THE PROBLEM
Return the data exactly, with all pictures removed.

════════════════════

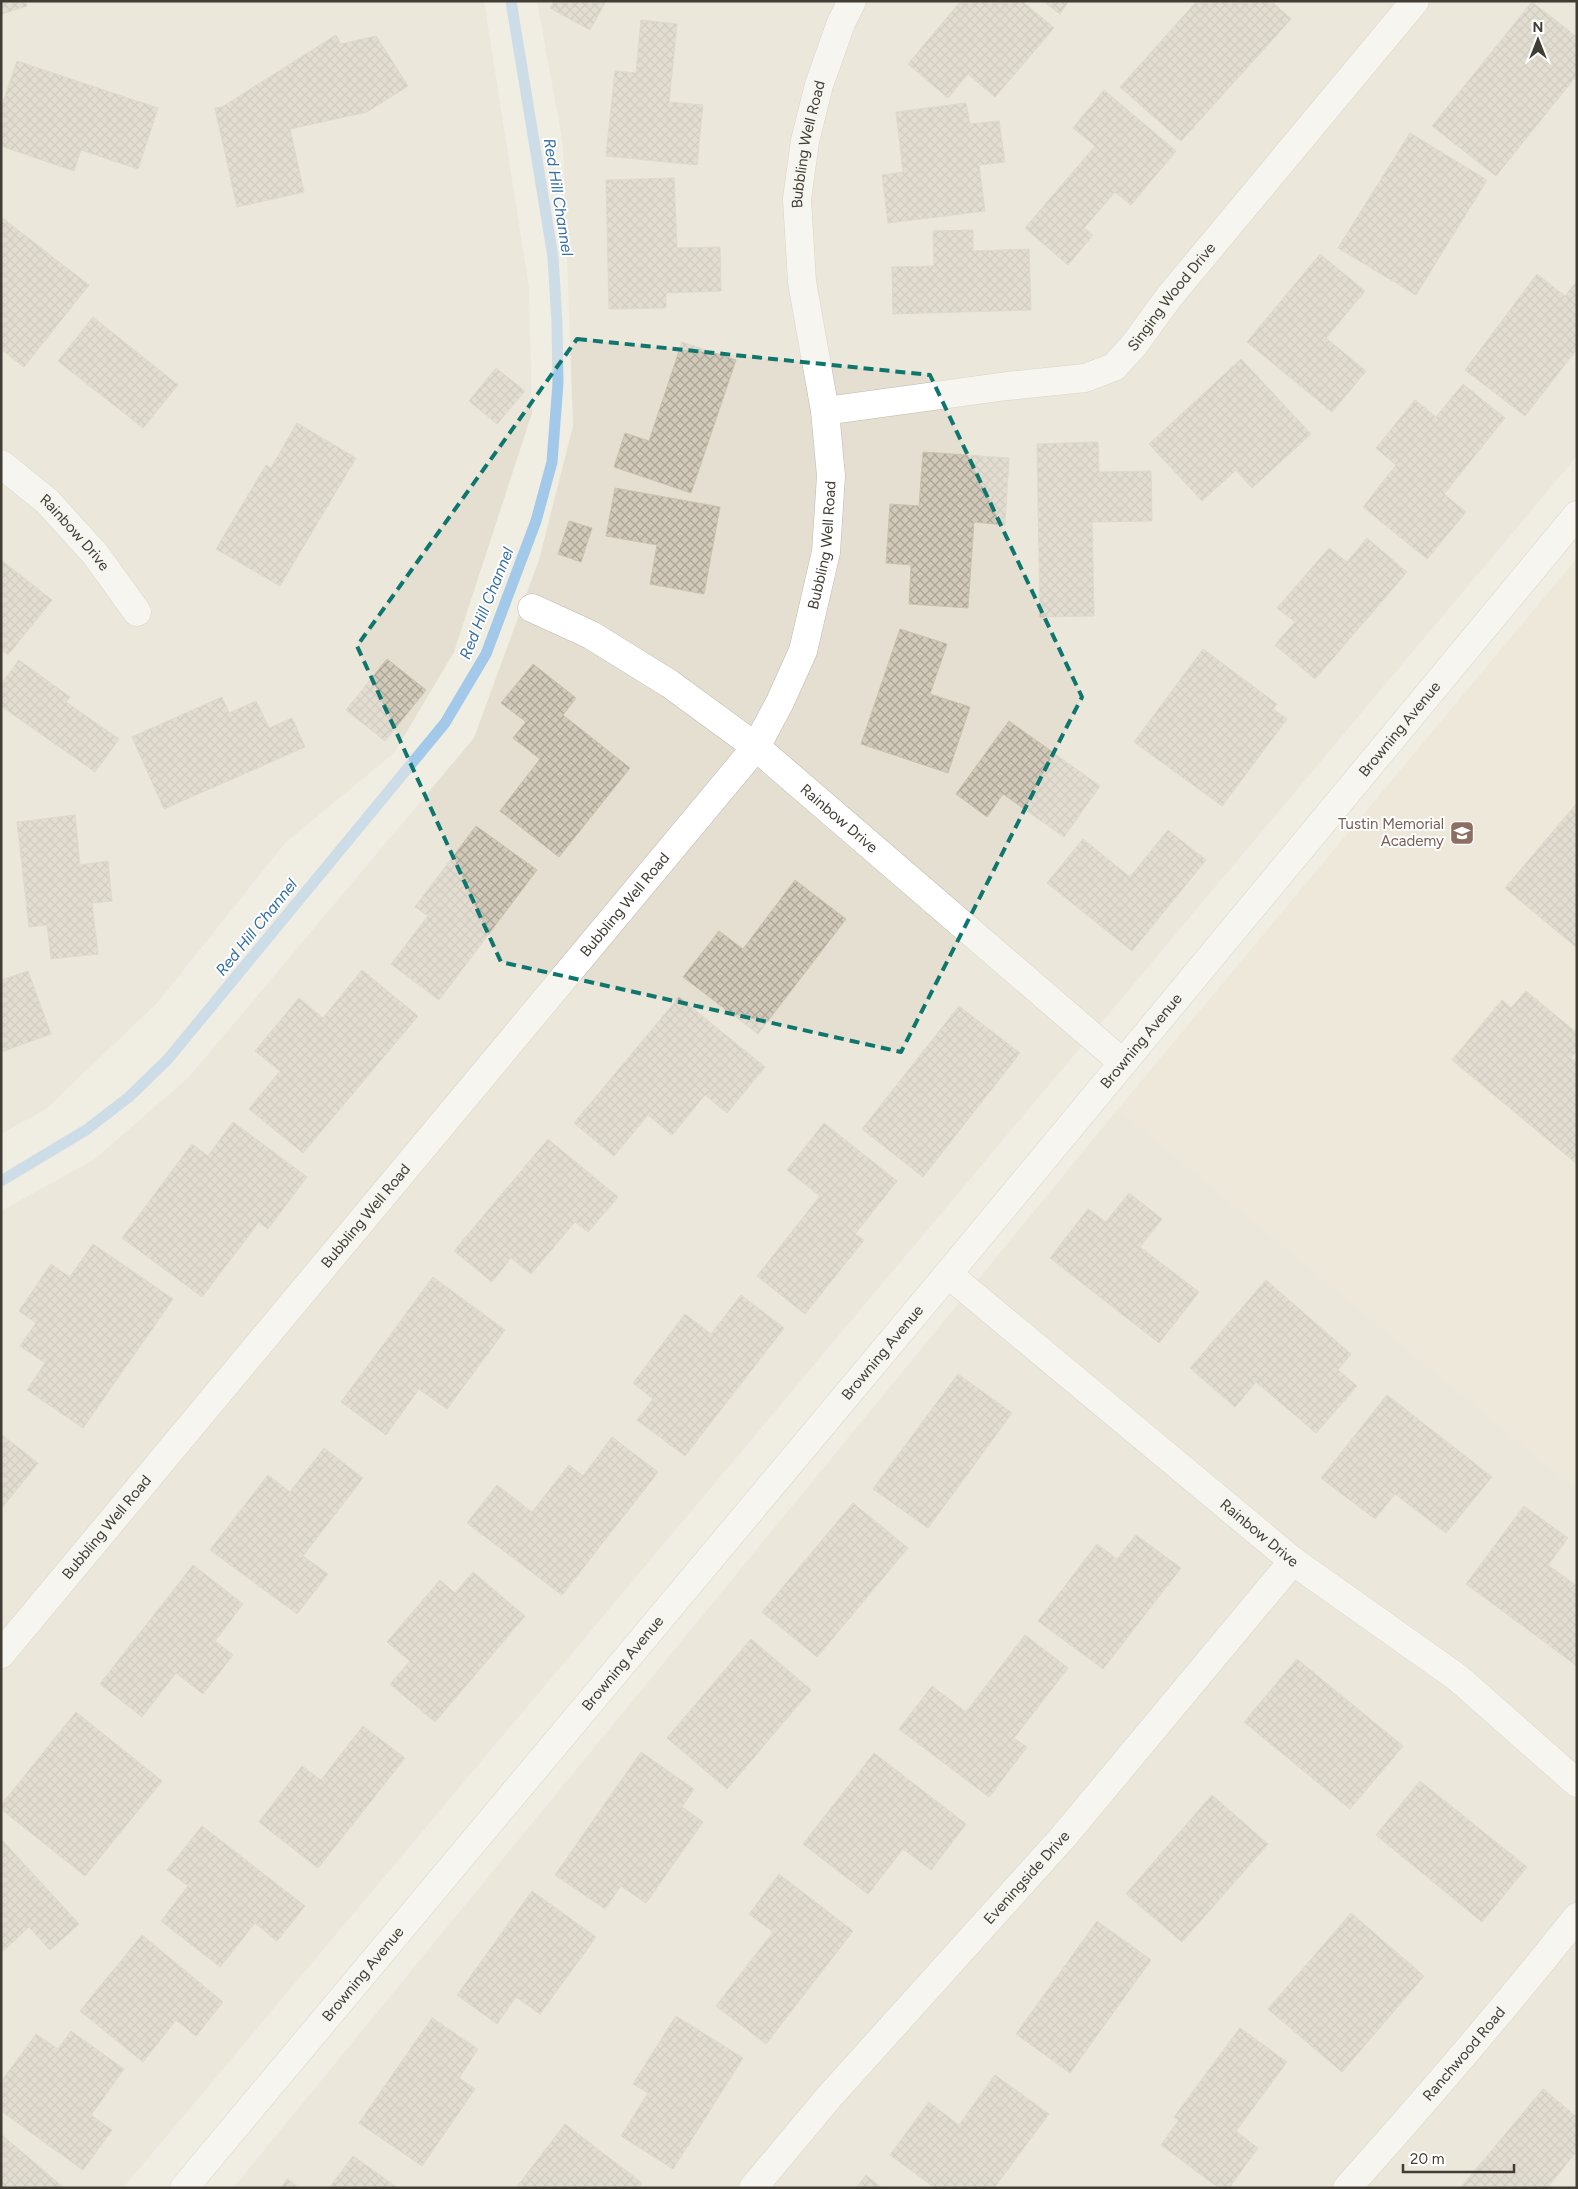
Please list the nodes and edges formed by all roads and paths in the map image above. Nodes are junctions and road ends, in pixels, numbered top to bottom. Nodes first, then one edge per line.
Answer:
1 (852, 1) edge
2 (1415, 1) edge
3 (825, 412) junction
4 (1, 464) edge
5 (1577, 515) edge
6 (532, 608) dead end
7 (137, 612) dead end
8 (756, 747) junction
9 (1122, 1062) junction
10 (948, 1274) junction
11 (1294, 1561) junction
12 (1, 1654) edge
13 (1577, 1783) edge
14 (1577, 1918) edge
15 (184, 2188) edge
16 (753, 2188) edge
17 (1347, 2188) edge

1 - 3 street, Bubbling Well Road
2 - 3 street, Singing Wood Drive
3 - 8 street, Bubbling Well Road
4 - 7 street, Rainbow Drive
5 - 9 street, Browning Avenue
6 - 8 street, Rainbow Drive
8 - 9 street, Rainbow Drive
8 - 12 street, Bubbling Well Road
9 - 10 street, Browning Avenue
10 - 11 street, Rainbow Drive
10 - 15 street, Browning Avenue
11 - 13 street, Rainbow Drive
11 - 16 street, Eveningside Drive
14 - 17 street, Ranchwood Road

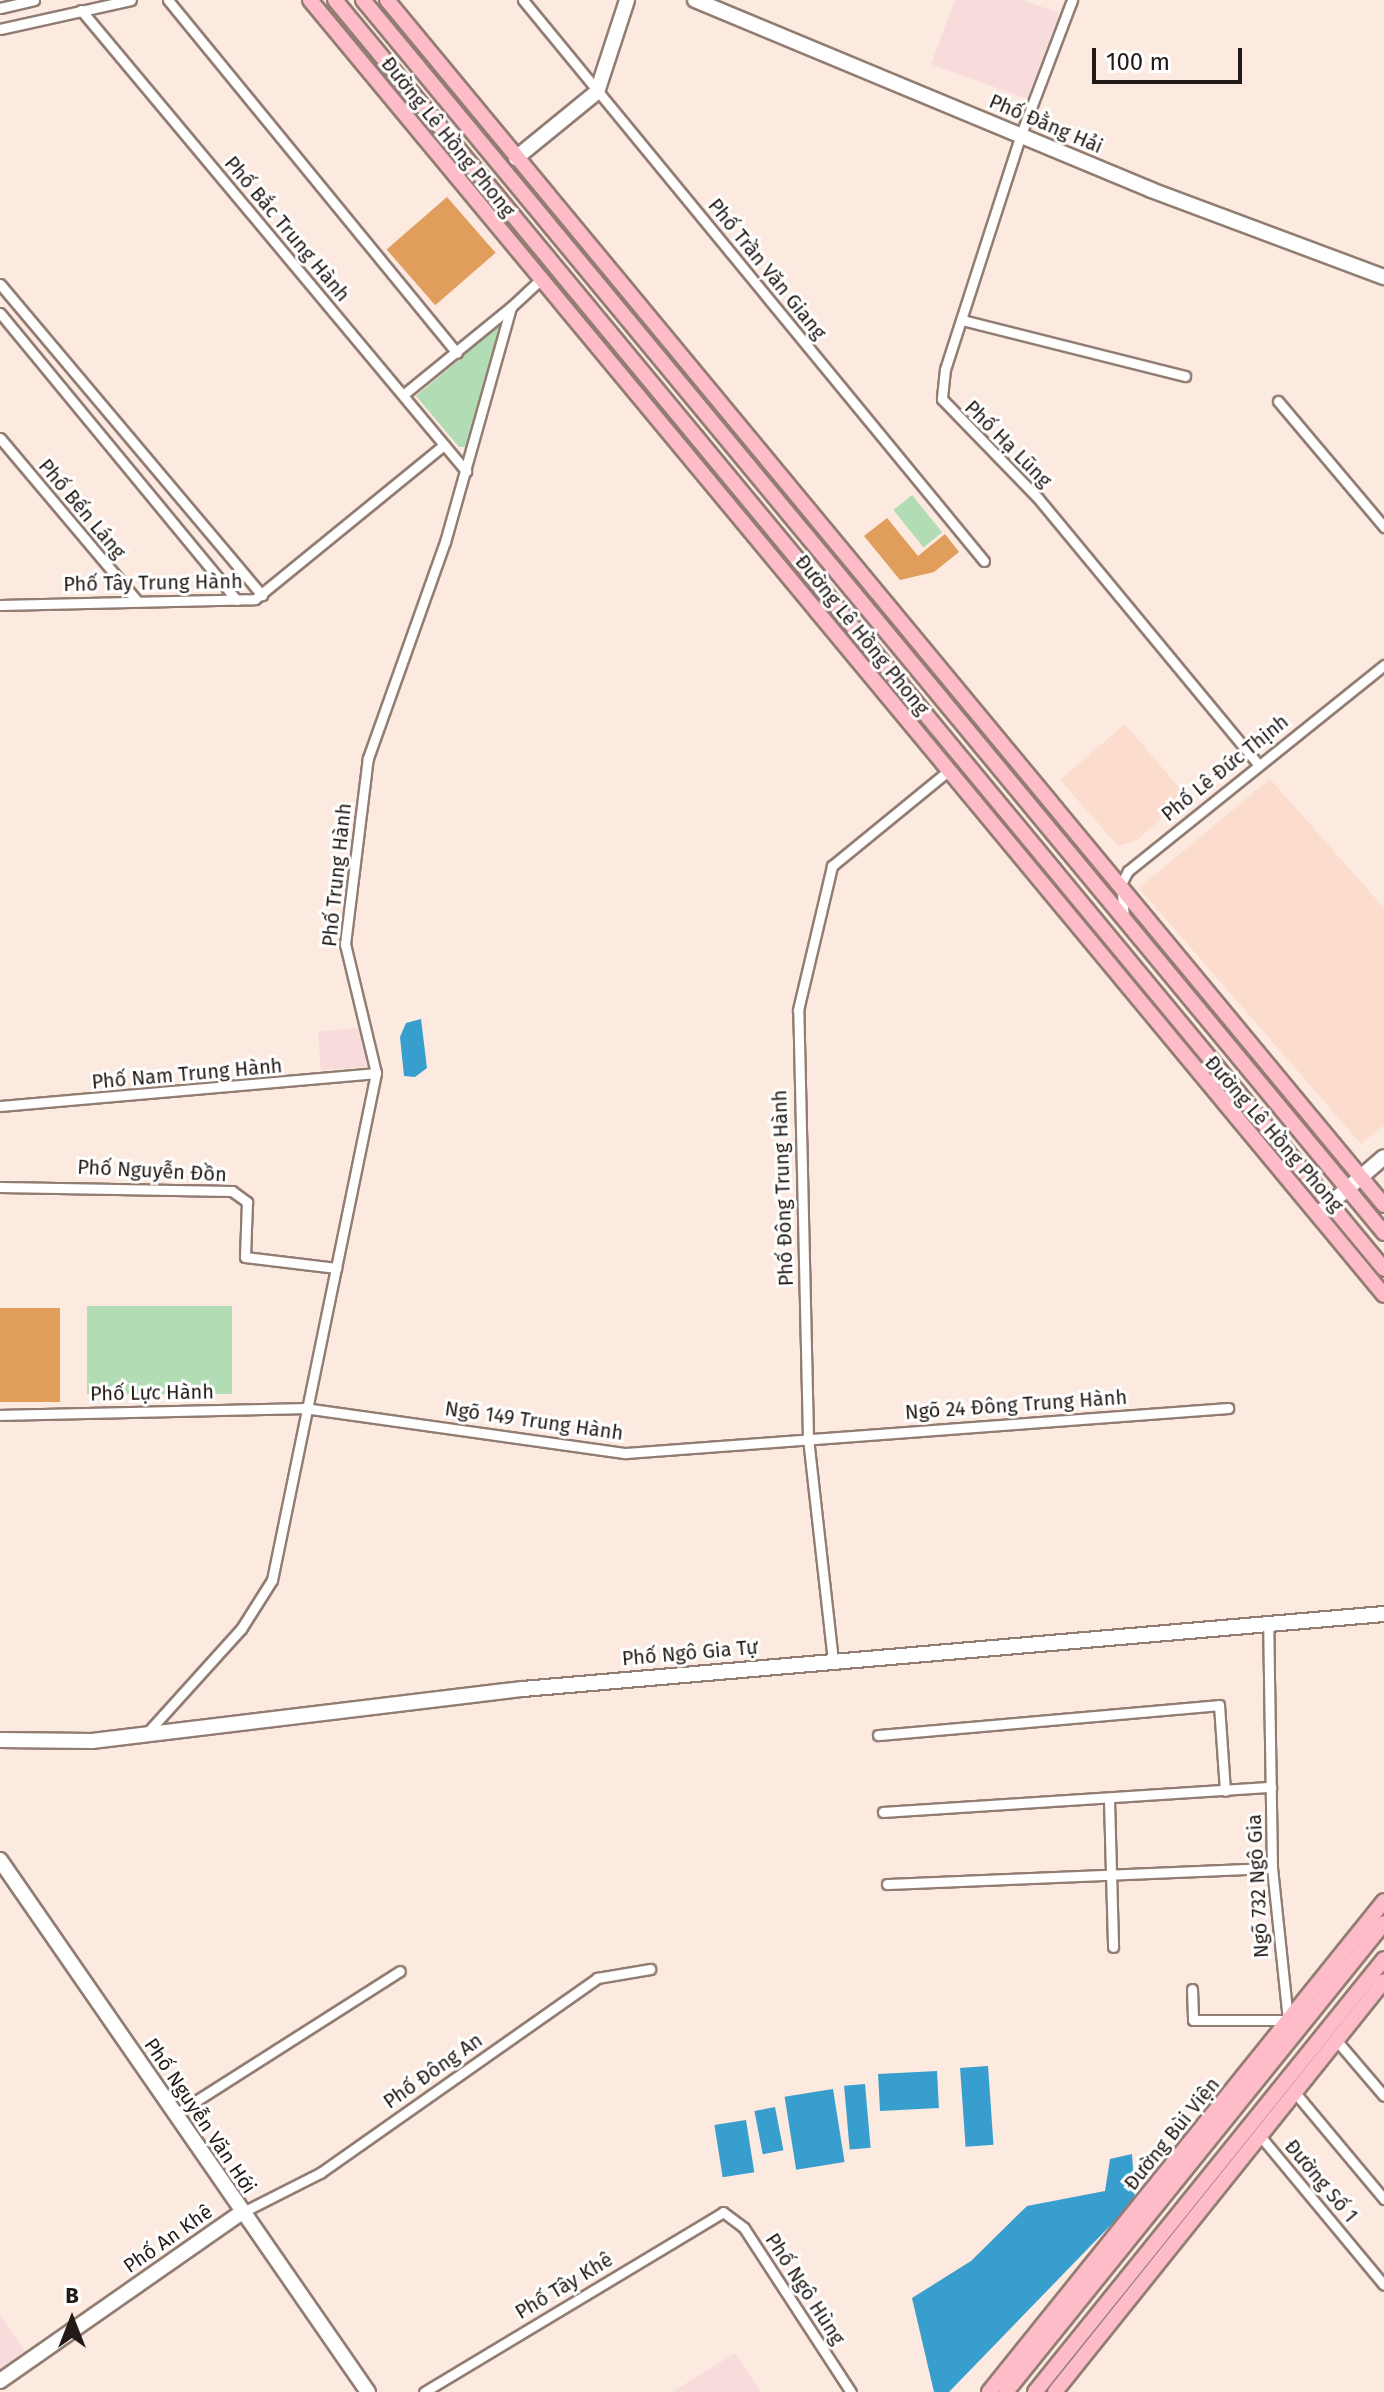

════════════════════

ANSWER FOR THIS EXERCISE
Please list the nodes and edges formed by all roads and paths in the map image above. Nodes are junctions and road ends, in pixels, numbered top to bottom. Nodes first, then one edge per line.
Answer:
1 (852, 1) edge
2 (1415, 1) edge
3 (825, 412) junction
4 (1, 464) edge
5 (1577, 515) edge
6 (532, 608) dead end
7 (137, 612) dead end
8 (756, 747) junction
9 (1122, 1062) junction
10 (948, 1274) junction
11 (1294, 1561) junction
12 (1, 1654) edge
13 (1577, 1783) edge
14 (1577, 1918) edge
15 (184, 2188) edge
16 (753, 2188) edge
17 (1347, 2188) edge

1 - 3 street, Bubbling Well Road
2 - 3 street, Singing Wood Drive
3 - 8 street, Bubbling Well Road
4 - 7 street, Rainbow Drive
5 - 9 street, Browning Avenue
6 - 8 street, Rainbow Drive
8 - 9 street, Rainbow Drive
8 - 12 street, Bubbling Well Road
9 - 10 street, Browning Avenue
10 - 11 street, Rainbow Drive
10 - 15 street, Browning Avenue
11 - 13 street, Rainbow Drive
11 - 16 street, Eveningside Drive
14 - 17 street, Ranchwood Road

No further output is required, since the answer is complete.